=== Work task ===
Please work out how many lines in the material below contain the string "road", and answer with that number only.

########

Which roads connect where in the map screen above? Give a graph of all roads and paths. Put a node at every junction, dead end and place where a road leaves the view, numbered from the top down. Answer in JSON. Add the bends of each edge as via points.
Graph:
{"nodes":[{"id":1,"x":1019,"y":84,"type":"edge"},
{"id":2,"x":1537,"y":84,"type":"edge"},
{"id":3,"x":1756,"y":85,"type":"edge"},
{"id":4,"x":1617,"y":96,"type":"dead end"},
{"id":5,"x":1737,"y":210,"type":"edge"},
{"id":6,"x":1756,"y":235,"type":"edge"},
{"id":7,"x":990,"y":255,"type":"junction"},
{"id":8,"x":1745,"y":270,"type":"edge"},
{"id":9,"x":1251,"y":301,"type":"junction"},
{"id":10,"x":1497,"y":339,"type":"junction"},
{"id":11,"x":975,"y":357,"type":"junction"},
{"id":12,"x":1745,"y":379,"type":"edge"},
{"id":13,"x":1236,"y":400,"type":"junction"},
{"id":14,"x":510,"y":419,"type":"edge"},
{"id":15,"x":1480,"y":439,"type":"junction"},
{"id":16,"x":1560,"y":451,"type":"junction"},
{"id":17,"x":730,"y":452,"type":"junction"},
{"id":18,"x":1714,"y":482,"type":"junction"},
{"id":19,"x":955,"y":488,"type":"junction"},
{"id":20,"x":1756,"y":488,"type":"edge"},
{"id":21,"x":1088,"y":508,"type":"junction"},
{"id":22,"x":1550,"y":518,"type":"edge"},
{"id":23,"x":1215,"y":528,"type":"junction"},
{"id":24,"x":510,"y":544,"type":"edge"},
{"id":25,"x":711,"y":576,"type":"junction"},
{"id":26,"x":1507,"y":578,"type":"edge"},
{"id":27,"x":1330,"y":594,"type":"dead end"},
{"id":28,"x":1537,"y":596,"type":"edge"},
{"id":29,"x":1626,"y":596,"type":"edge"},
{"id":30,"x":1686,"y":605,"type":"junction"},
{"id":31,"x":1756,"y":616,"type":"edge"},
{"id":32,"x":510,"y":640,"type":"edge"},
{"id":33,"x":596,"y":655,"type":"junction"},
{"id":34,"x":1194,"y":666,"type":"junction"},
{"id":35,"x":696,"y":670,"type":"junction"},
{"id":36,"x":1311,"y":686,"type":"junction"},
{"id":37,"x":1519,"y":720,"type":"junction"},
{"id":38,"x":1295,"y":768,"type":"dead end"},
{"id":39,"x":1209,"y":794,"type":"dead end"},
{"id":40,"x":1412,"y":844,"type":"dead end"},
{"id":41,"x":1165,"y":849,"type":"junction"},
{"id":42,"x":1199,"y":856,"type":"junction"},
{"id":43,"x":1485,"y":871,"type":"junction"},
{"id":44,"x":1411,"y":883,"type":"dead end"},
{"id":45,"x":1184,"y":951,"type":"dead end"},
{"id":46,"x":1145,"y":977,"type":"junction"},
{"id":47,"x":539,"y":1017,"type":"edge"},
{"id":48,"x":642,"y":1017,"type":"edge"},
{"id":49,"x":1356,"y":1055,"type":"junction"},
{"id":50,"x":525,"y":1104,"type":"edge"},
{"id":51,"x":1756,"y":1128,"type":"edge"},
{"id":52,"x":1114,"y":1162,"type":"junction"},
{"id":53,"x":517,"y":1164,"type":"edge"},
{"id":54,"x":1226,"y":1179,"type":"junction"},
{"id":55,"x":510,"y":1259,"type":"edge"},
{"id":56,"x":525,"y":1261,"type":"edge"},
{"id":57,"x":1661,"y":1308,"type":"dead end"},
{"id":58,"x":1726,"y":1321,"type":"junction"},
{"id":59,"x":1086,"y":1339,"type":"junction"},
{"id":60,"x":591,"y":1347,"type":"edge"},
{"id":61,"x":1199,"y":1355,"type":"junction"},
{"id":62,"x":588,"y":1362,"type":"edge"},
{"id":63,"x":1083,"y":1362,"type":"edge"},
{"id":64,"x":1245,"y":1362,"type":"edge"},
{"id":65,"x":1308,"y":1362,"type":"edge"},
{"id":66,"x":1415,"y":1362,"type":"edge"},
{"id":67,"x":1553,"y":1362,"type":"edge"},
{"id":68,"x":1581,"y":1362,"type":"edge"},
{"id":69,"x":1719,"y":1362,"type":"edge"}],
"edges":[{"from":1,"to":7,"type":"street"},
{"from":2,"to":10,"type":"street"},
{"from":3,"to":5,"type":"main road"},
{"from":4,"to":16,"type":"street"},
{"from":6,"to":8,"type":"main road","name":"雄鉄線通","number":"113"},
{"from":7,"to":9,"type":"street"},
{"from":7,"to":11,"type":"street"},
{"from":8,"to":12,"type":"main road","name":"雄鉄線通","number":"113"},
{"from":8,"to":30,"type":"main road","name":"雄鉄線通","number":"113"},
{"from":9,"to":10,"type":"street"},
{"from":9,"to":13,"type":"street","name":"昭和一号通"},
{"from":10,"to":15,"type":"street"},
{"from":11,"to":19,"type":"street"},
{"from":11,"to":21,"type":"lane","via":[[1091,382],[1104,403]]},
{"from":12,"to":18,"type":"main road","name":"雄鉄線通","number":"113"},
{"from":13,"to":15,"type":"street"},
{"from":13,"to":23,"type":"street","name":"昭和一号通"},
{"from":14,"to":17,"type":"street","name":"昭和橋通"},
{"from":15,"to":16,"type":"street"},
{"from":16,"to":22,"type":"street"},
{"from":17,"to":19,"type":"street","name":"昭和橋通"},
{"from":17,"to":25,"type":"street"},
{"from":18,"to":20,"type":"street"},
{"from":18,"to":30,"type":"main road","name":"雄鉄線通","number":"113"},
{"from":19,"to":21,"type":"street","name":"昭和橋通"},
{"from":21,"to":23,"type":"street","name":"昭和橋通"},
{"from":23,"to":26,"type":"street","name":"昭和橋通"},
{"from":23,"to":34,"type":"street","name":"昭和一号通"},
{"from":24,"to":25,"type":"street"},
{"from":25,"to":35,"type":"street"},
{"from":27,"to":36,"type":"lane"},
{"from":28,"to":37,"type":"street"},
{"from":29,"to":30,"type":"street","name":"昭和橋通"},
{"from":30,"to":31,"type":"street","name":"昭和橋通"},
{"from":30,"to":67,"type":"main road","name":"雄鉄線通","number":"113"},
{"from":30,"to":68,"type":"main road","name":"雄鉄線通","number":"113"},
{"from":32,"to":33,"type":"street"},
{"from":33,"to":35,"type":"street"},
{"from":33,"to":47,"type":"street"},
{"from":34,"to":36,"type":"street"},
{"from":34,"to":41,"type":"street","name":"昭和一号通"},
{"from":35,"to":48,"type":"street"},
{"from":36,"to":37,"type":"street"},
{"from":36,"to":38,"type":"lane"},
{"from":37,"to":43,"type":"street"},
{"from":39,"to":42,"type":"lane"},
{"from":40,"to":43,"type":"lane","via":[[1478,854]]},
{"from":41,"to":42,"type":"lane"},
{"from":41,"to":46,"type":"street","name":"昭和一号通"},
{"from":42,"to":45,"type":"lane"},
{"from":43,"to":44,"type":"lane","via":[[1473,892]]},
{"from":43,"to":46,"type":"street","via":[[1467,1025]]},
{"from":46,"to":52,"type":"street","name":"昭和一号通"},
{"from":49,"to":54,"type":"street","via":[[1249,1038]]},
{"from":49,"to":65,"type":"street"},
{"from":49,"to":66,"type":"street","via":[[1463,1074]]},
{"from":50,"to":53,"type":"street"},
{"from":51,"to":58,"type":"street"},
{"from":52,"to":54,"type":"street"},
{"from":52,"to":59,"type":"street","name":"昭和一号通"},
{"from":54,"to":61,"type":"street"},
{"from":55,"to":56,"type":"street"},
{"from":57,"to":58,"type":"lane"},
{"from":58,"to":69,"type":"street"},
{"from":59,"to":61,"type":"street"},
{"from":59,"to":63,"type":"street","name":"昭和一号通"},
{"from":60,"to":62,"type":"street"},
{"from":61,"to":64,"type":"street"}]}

########

=== Response ===
9